Excerpted data Start Marker

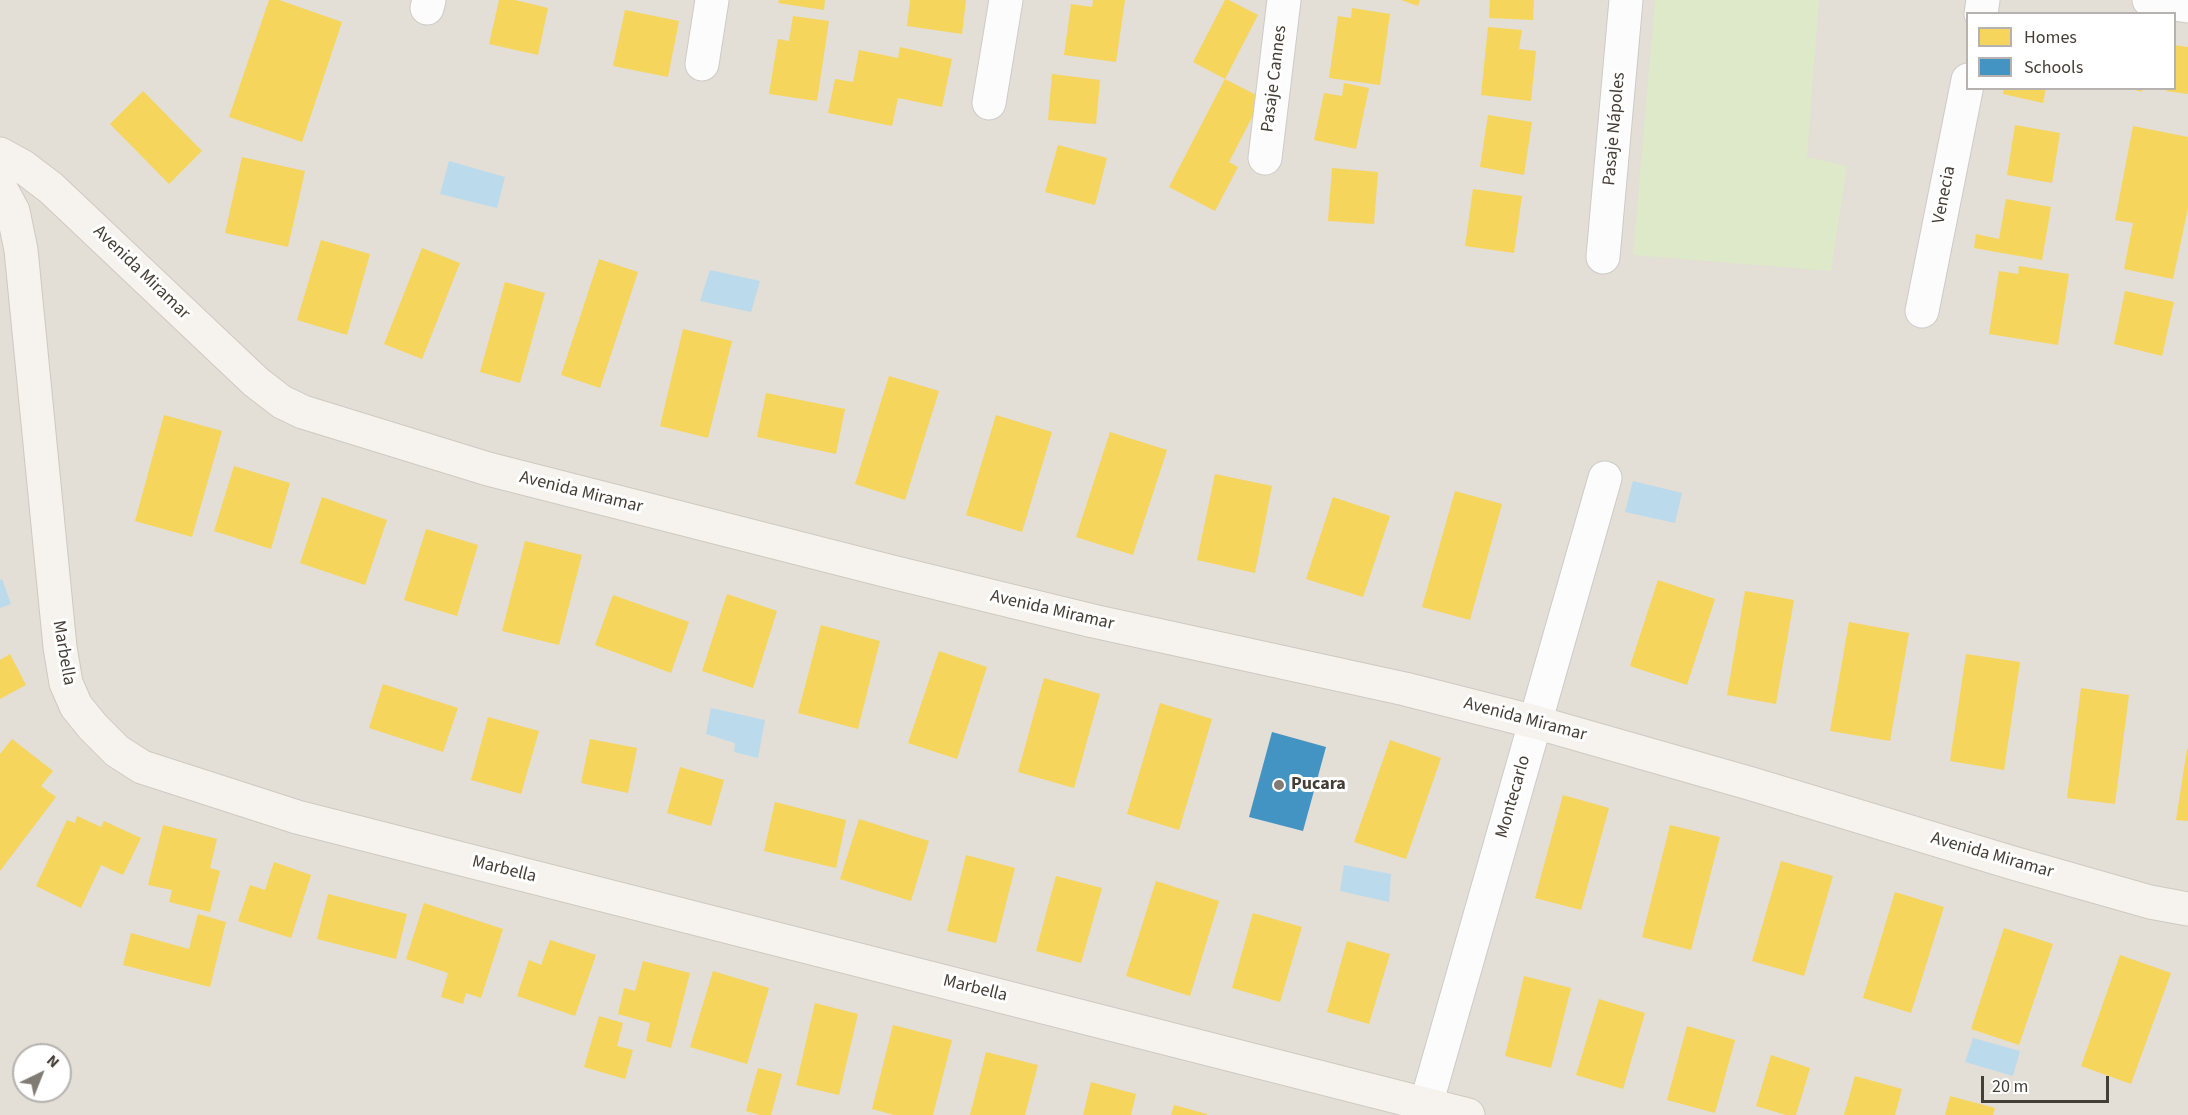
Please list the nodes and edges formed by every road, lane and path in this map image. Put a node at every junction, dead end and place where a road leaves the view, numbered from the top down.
1 (712, 0) edge
2 (1006, 0) edge
3 (1284, 0) edge
4 (1626, 0) edge
5 (2149, 0) edge
6 (2188, 6) edge
7 (702, 64) dead end
8 (1966, 90) edge
9 (989, 103) dead end
10 (0, 154) edge
11 (1265, 158) dead end
12 (0, 187) edge
13 (1603, 257) dead end
14 (1922, 311) dead end
15 (1605, 478) dead end
16 (1535, 722) junction
17 (2188, 909) edge
18 (1425, 1109) edge
19 (1468, 1115) edge

1 - 7 street
2 - 9 street
3 - 11 street, Pasaje Cannes
4 - 13 street, Pasaje Nápoles
5 - 6 street
8 - 14 street, Venecia
10 - 16 street, Avenida Miramar
12 - 18 street, Marbella
15 - 16 street, Montecarlo
16 - 17 street, Avenida Miramar
16 - 18 street, Montecarlo
18 - 19 street, Marbella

Excerpted data End Marker

What you should do:
Apart from the pictures, repeat every entry exactly.

Result of this exercise:
Please list the nodes and edges formed by every road, lane and path in this map image. Put a node at every junction, dead end and place where a road leaves the view, numbered from the top down.
1 (712, 0) edge
2 (1006, 0) edge
3 (1284, 0) edge
4 (1626, 0) edge
5 (2149, 0) edge
6 (2188, 6) edge
7 (702, 64) dead end
8 (1966, 90) edge
9 (989, 103) dead end
10 (0, 154) edge
11 (1265, 158) dead end
12 (0, 187) edge
13 (1603, 257) dead end
14 (1922, 311) dead end
15 (1605, 478) dead end
16 (1535, 722) junction
17 (2188, 909) edge
18 (1425, 1109) edge
19 (1468, 1115) edge

1 - 7 street
2 - 9 street
3 - 11 street, Pasaje Cannes
4 - 13 street, Pasaje Nápoles
5 - 6 street
8 - 14 street, Venecia
10 - 16 street, Avenida Miramar
12 - 18 street, Marbella
15 - 16 street, Montecarlo
16 - 17 street, Avenida Miramar
16 - 18 street, Montecarlo
18 - 19 street, Marbella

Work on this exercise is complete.